# [TASK DETAILS]
Write the records out again exactly as they read, dropping any picture they hold.

Collected data:
--- START ---
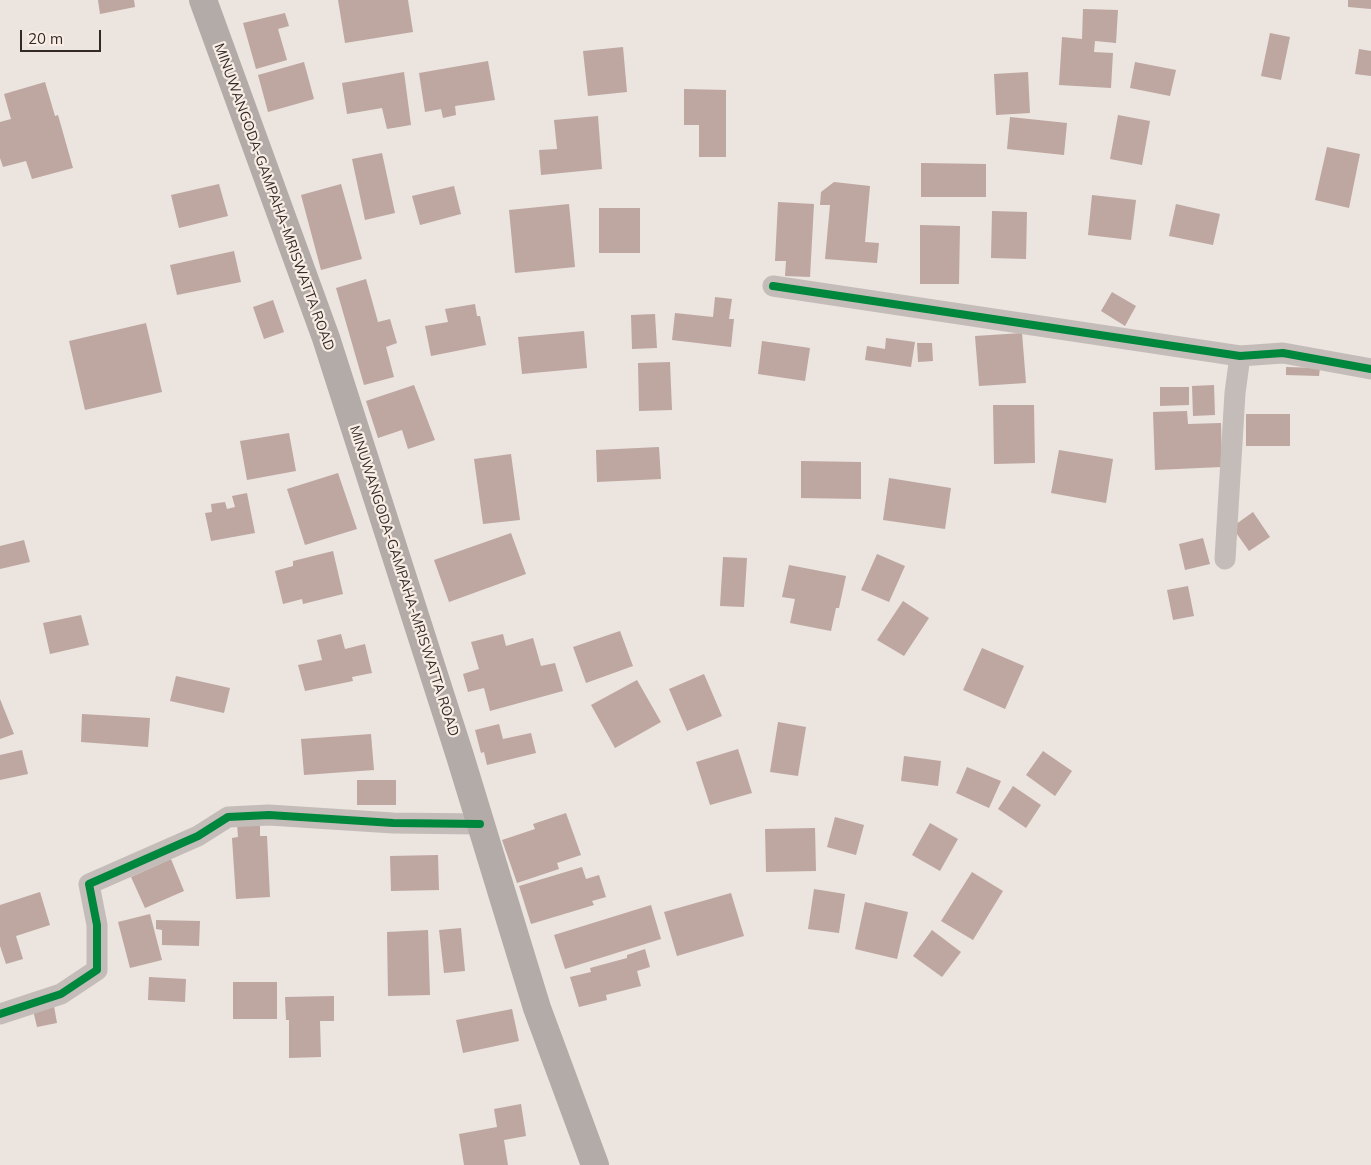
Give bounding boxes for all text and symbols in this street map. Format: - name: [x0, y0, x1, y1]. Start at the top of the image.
- scale bar: [22, 20, 104, 52]
- text: 20 m: [28, 29, 63, 48]
- street label: MINUWANGODA-GAMPAHA-MRISWATTA ROAD: [210, 41, 338, 353]
- street label: MINUWANGODA-GAMPAHA-MRISWATTA ROAD: [346, 424, 462, 738]

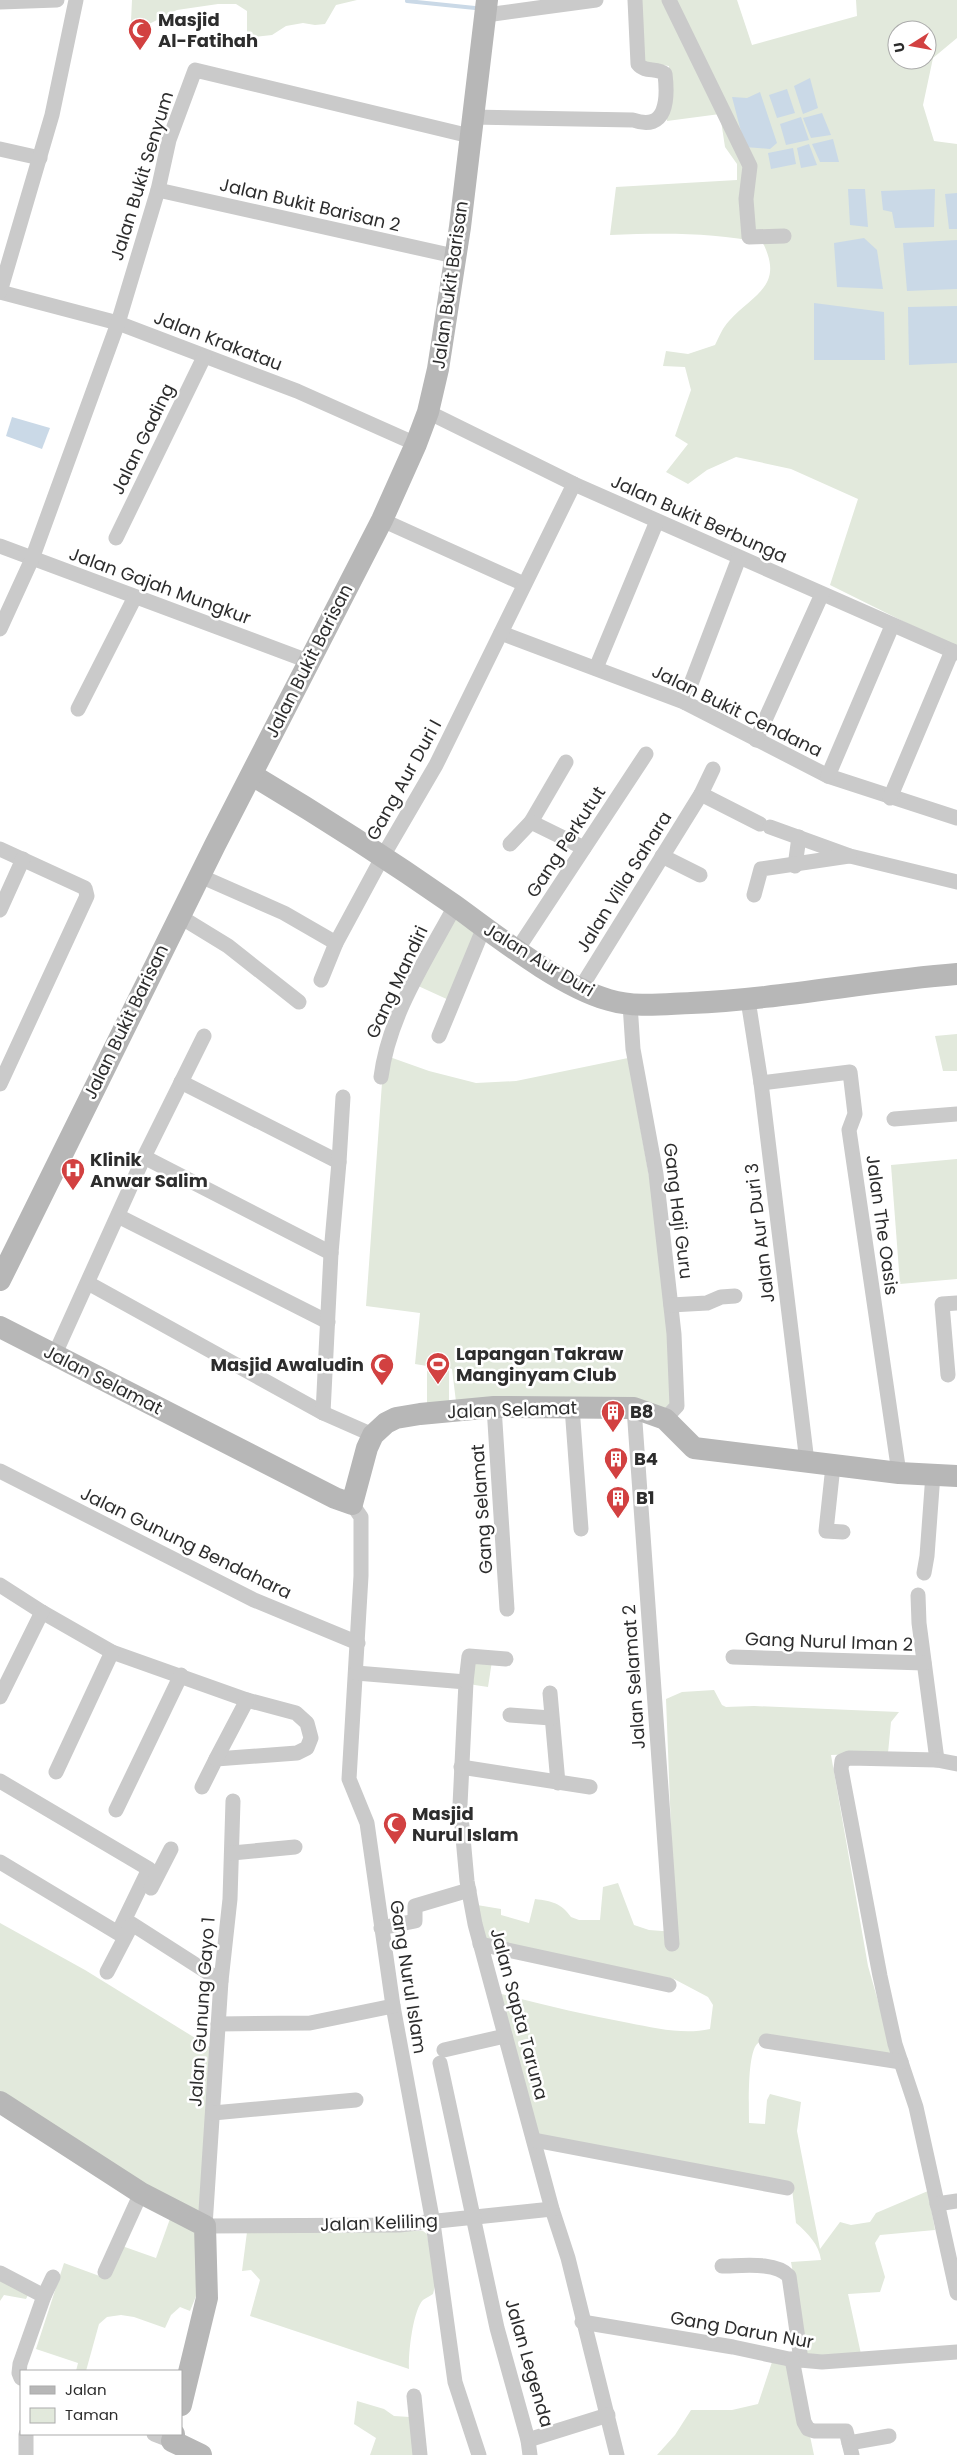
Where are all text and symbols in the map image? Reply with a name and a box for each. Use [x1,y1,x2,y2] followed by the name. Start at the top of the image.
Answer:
--- END ---
# [OUTPUT OF THE EXERCISE]
Give bounding boxes for all text and symbols in this street map. Format: - name: [x0, y0, x1, y1]. Start at the top of the image.
- scale bar: [22, 20, 104, 52]
- text: 20 m: [28, 29, 63, 48]
- street label: MINUWANGODA-GAMPAHA-MRISWATTA ROAD: [210, 41, 338, 353]
- street label: MINUWANGODA-GAMPAHA-MRISWATTA ROAD: [346, 424, 462, 738]

Where are all text and symbols in the map image? Reply with a name and a box for each. Use [x1,y1,x2,y2] followed by the name. Start at the top of the image.
Answer:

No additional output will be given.